Whether it’s by public transportation, or your own personal vehicle, each of us typically depends on an automobile for transportation. The automobile had its inception early on. Many minds had the idea; even DaVinci was known to have contributed to the idea of powered transportation. It wasn’t, however, until 1908 when the Model T arrived, and then a few years later when Henry Ford founded the process that brought fully functional and affordable vehicles to the public. Earlier in his life Ford was known as the neighborhood watch repairman, as he was quite skilled at taking apart and fixing pocket watches. Another interesting fact: during WWI and shortly thereafter, Ford manufactured airplane engines and some aircraft.
When the name, Thomas Edison, is heard, one automatically thinks of the light bulb. For over three quarters of a century, other scientists and inventors had tinkered with electric light. Edison, however, has been synonymous with the light bulb as it was his work that improved upon the technology by using a carbon filament that initially provided light for over 40 hours – a huge leap in electric light performance. A friend of Ford’s, Edison successfully introduced the principles of mass production and teamwork to the inventive process. Edison is also credited for creating the first phonograph and motion picture camera.

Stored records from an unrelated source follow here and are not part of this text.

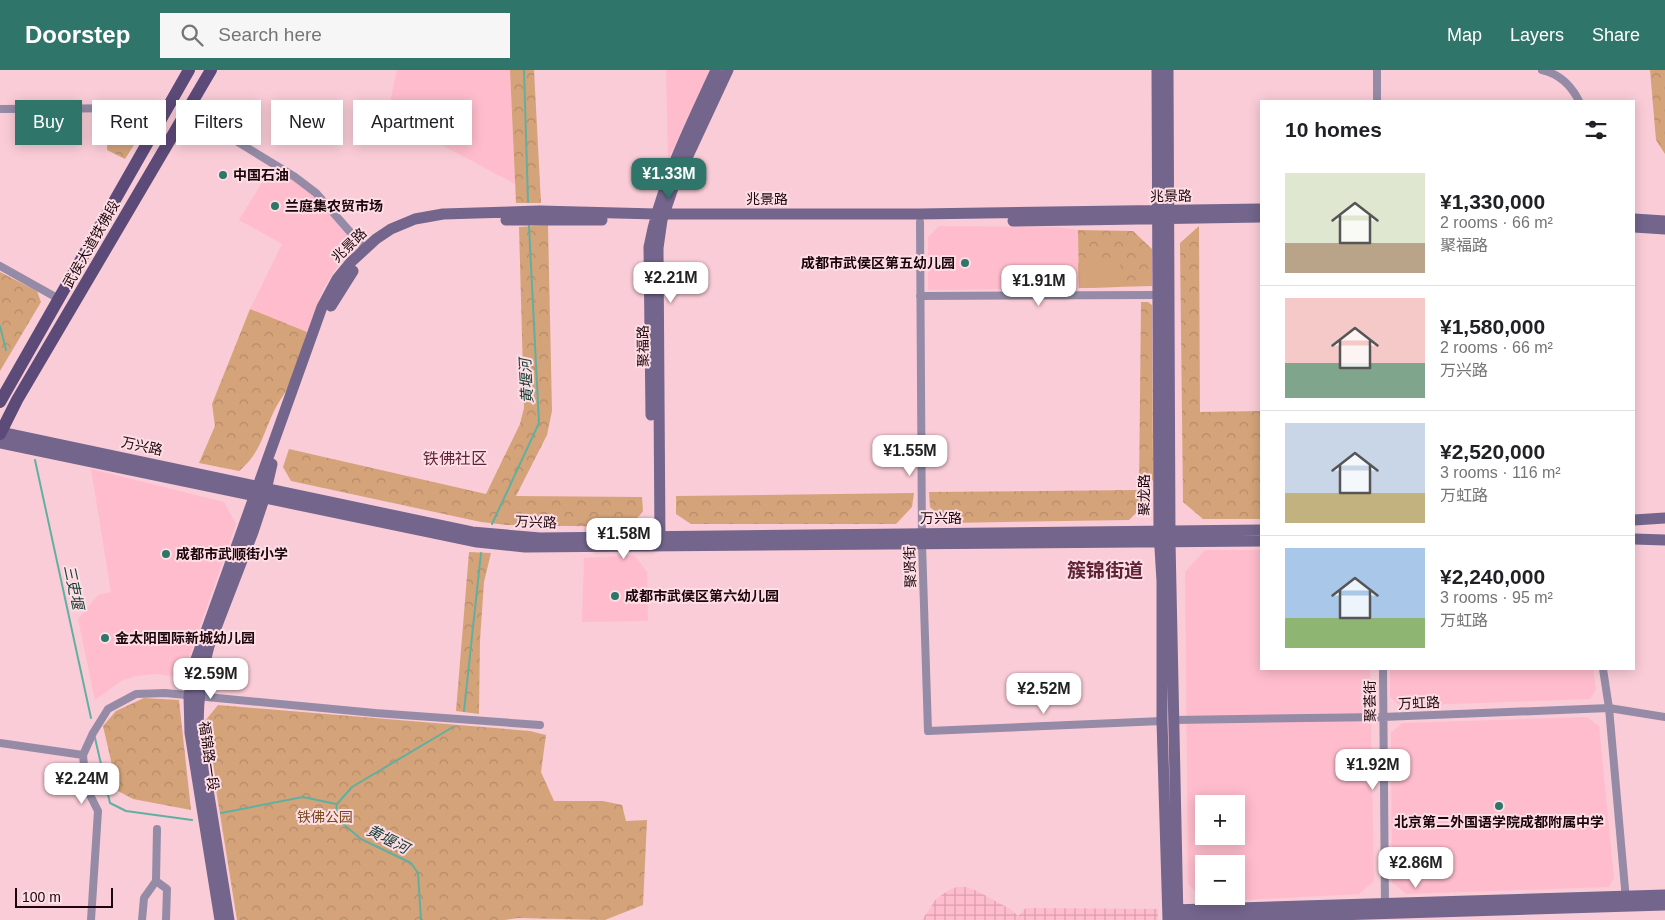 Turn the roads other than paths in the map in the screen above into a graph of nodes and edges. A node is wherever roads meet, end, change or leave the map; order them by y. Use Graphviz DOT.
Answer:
graph roads {
  1 [pos="189,70"];
  2 [pos="211,70"];
  3 [pos="716,70"];
  4 [pos="728,70"];
  5 [pos="1157,70"];
  6 [pos="1168,70"];
  7 [pos="1377,70"];
  8 [pos="1542,70"];
  9 [pos="193,100"];
  10 [pos="1377,100"];
  11 [pos="1578,100"];
  12 [pos="92,108"];
  13 [pos="0,109"];
  14 [pos="166,111"];
  15 [pos="176,130"];
  16 [pos="147,145"];
  17 [pos="243,145"];
  18 [pos="1260,209"];
  19 [pos="1164,215"];
  20 [pos="659,217"];
  21 [pos="1260,218"];
  22 [pos="1635,219"];
  23 [pos="1665,221"];
  24 [pos="920,222"];
  25 [pos="1635,227"];
  26 [pos="1665,229"];
  27 [pos="365,249"];
  28 [pos="0,266"];
  29 [pos="1158,295"];
  30 [pos="920,296"];
  31 [pos="59,299"];
  32 [pos="0,402"];
  33 [pos="0,435"];
  34 [pos="260,492"];
  35 [pos="1665,518"];
  36 [pos="1635,520"];
  37 [pos="1635,526"];
  38 [pos="1665,526"];
  39 [pos="1260,530"];
  40 [pos="1635,533"];
  41 [pos="1665,533"];
  42 [pos="1165,537"];
  43 [pos="922,538"];
  44 [pos="1635,539"];
  45 [pos="1665,540"];
  46 [pos="1260,541"];
  47 [pos="657,542"];
  48 [pos="1382,670"];
  49 [pos="1603,670"];
  50 [pos="193,696"];
  51 [pos="1609,708"];
  52 [pos="1383,717"];
  53 [pos="1665,717"];
  54 [pos="1174,720"];
  55 [pos="1162,721"];
  56 [pos="540,725"];
  57 [pos="0,743"];
  58 [pos="83,755"];
  59 [pos="157,830"];
  60 [pos="156,881"];
  61 [pos="1665,895"];
  62 [pos="1626,901"];
  63 [pos="1665,905"];
  64 [pos="1386,908"];
  65 [pos="1173,917"];
  66 [pos="91,920"];
  67 [pos="142,920"];
  68 [pos="166,920"];
  69 [pos="220,920"];
  70 [pos="229,920"];
  1 -- 14 [label="main road, 武侯大道铁佛段"];
  2 -- 9 [label="main road, 武侯大道铁佛段"];
  3 -- 20 [label="street"];
  4 -- 20 [label="street, 聚福路"];
  5 -- 19 [label="street, 聚龙路"];
  6 -- 19 [label="street, 聚龙路"];
  7 -- 10 [label="street"];
  8 -- 11 [label="street"];
  12 -- 13 [label="street"];
  15 -- 33 [label="main road, 武侯大道铁佛段"];
  16 -- 31 [label="main road, 武侯大道铁佛段"];
  17 -- 27 [label="street"];
  18 -- 19 [label="street, 兆景路"];
  19 -- 20 [label="street, 兆景路"];
  19 -- 21 [label="street, 兆景路"];
  19 -- 24 [label="street, 兆景路"];
  19 -- 29 [label="street, 聚龙路"];
  19 -- 42 [label="street, 聚龙路"];
  20 -- 24 [label="street, 兆景路"];
  20 -- 27 [label="street, 兆景路"];
  20 -- 34 [label="street, 兆景路"];
  20 -- 47 [label="street, 聚福路"];
  22 -- 23 [label="street"];
  24 -- 30 [label="street, 聚贤街"];
  25 -- 26 [label="street"];
  27 -- 34 [label="street, 兆景路"];
  28 -- 31 [label="street"];
  29 -- 30 [label="street"];
  29 -- 42 [label="street, 聚龙路"];
  30 -- 43 [label="street, 聚贤街"];
  31 -- 32 [label="main road, 武侯大道铁佛段"];
  33 -- 34 [label="street, 万兴路"];
  34 -- 47 [label="street, 万兴路"];
  34 -- 50 [label="street, 福锦路一段"];
  35 -- 36 [label="street"];
  37 -- 38 [label="street"];
  39 -- 42 [label="street, 万兴路"];
  40 -- 41 [label="street"];
  42 -- 43 [label="street, 万兴路"];
  42 -- 46 [label="street"];
  42 -- 54 [label="street, 聚龙路"];
  42 -- 55 [label="street, 聚龙路"];
  43 -- 47 [label="street, 万兴路"];
  43 -- 55 [label="street, 聚贤街"];
  44 -- 45 [label="street"];
  48 -- 52 [label="street, 聚荟街"];
  49 -- 51 [label="street"];
  50 -- 56 [label="street"];
  50 -- 58 [label="street"];
  50 -- 69 [label="street, 福锦路一段"];
  50 -- 70 [label="street, 福锦路一段"];
  51 -- 52 [label="street, 万虹路"];
  51 -- 53 [label="street, 万虹路"];
  51 -- 62 [label="street"];
  52 -- 54 [label="street, 万虹路"];
  52 -- 64 [label="street, 聚荟街"];
  54 -- 65 [label="street, 聚龙路"];
  55 -- 65 [label="street, 聚龙路"];
  57 -- 58 [label="street"];
  58 -- 66 [label="street"];
  59 -- 60 [label="street"];
  60 -- 67 [label="street"];
  60 -- 68 [label="street"];
  61 -- 62 [label="street"];
  62 -- 63 [label="street"];
  62 -- 64 [label="street"];
  64 -- 65 [label="street"];
} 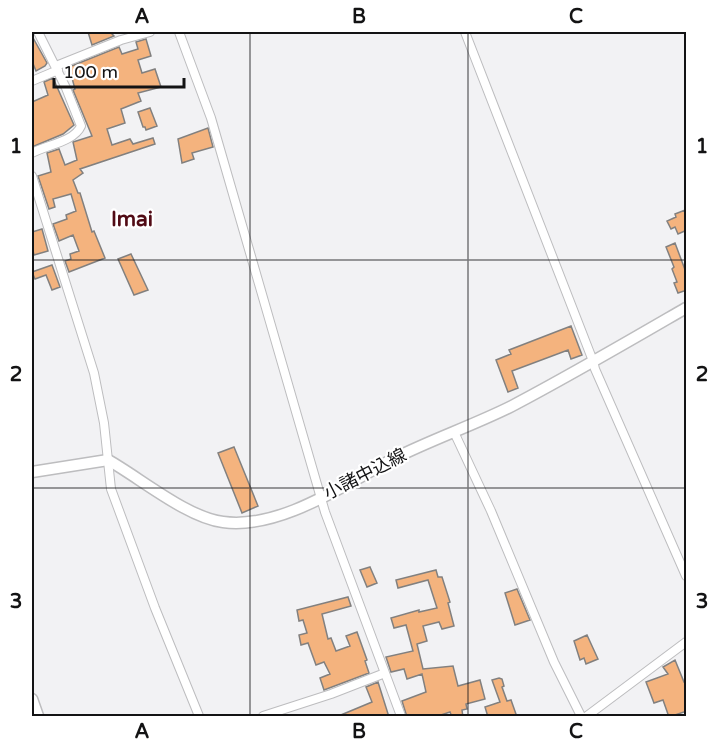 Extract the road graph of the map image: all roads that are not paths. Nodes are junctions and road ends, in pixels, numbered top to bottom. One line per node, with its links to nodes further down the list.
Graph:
1 (38, 32): 5 (street)
2 (150, 32): 5 (street)
3 (179, 32): 14 (street)
4 (465, 32): 10 (street)
5 (57, 68): 6 (street); 7 (street)
6 (32, 81)
7 (32, 153)
8 (32, 176): 12 (street)
9 (687, 308): 10 (main road, 小諸中込線)
10 (593, 361): 11 (main road, 小諸中込線); 15 (street)
11 (454, 432): 14 (main road, 小諸中込線); 23 (street)
12 (108, 460): 13 (main road); 14 (main road, 小諸中込線); 20 (street)
13 (32, 472)
14 (321, 497): 17 (street)
15 (687, 576)
16 (687, 642): 24 (street)
17 (385, 673): 21 (street); 22 (street)
18 (32, 699): 19 (main road)
19 (38, 717)
20 (199, 717)
21 (263, 717)
22 (401, 717)
23 (581, 717)
24 (587, 717) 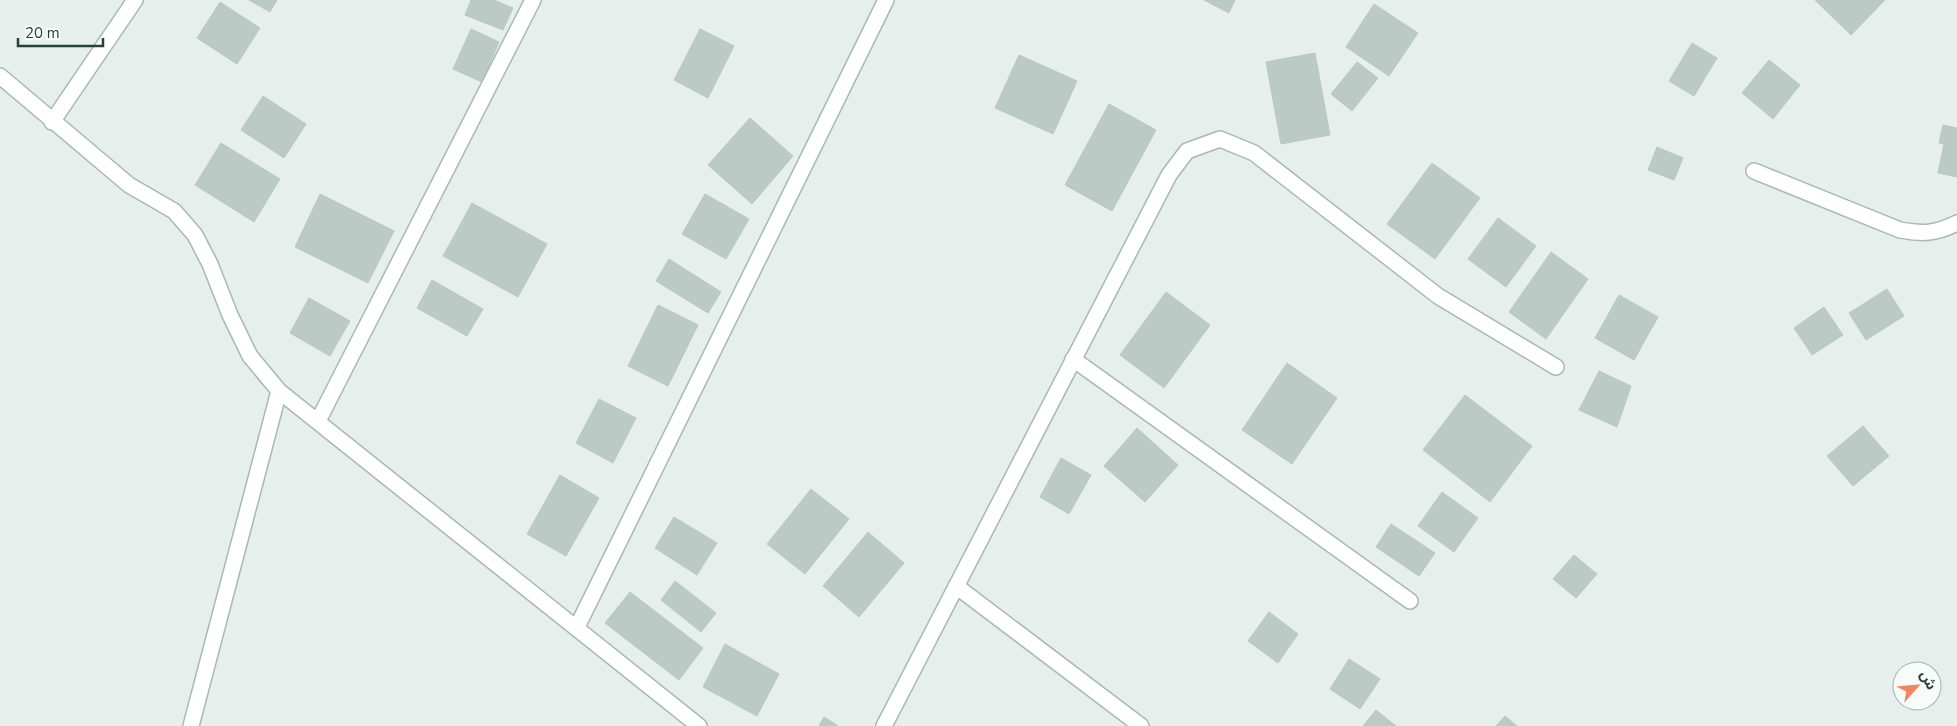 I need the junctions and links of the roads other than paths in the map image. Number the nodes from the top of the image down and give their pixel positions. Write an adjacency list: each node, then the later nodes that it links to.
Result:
1 (135, 0): 5 (street)
2 (533, 0): 11 (street)
3 (886, 0): 14 (street)
4 (0, 76): 5 (street)
5 (52, 122): 10 (street)
6 (1754, 171): 7 (street)
7 (1957, 223)
8 (1073, 359): 9 (street); 12 (street); 13 (street)
9 (1556, 367)
10 (279, 390): 11 (street); 15 (street)
11 (318, 421): 14 (street)
12 (956, 586): 17 (street); 18 (street)
13 (1410, 601)
14 (577, 627): 16 (street)
15 (191, 726)
16 (699, 726)
17 (884, 726)
18 (1141, 726)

Simply put, Alexander Graham Bell, is credit with creating the first practical telephone. Much of his early work was based on speech and elocution. As Bell’s mother and wife were deaf, his work on hearing devices influenced his eventual work on the telephone for which he earned the first US Patent in 1876. Bell was also involved in aeronautics and was a founding member of National Geographic Society.
As we are in the age of digital reading devices such as the Kindle, it is import to take note of Johannes Gensfleisch zur Laden zum Gutenberg’s contribution to modern day book printing by introducing mechanical moving type. Gutenberg was a goldsmith and printer who understood the printing process and the use of metals. Combining the two, he improved on the primitive methods of printing. Because of his work, records, journals, and more could be widely shared. He is known for the Gutenberg Bible (the 42-line Bible), and also for the use of oil based inks over traditionally used water based inks.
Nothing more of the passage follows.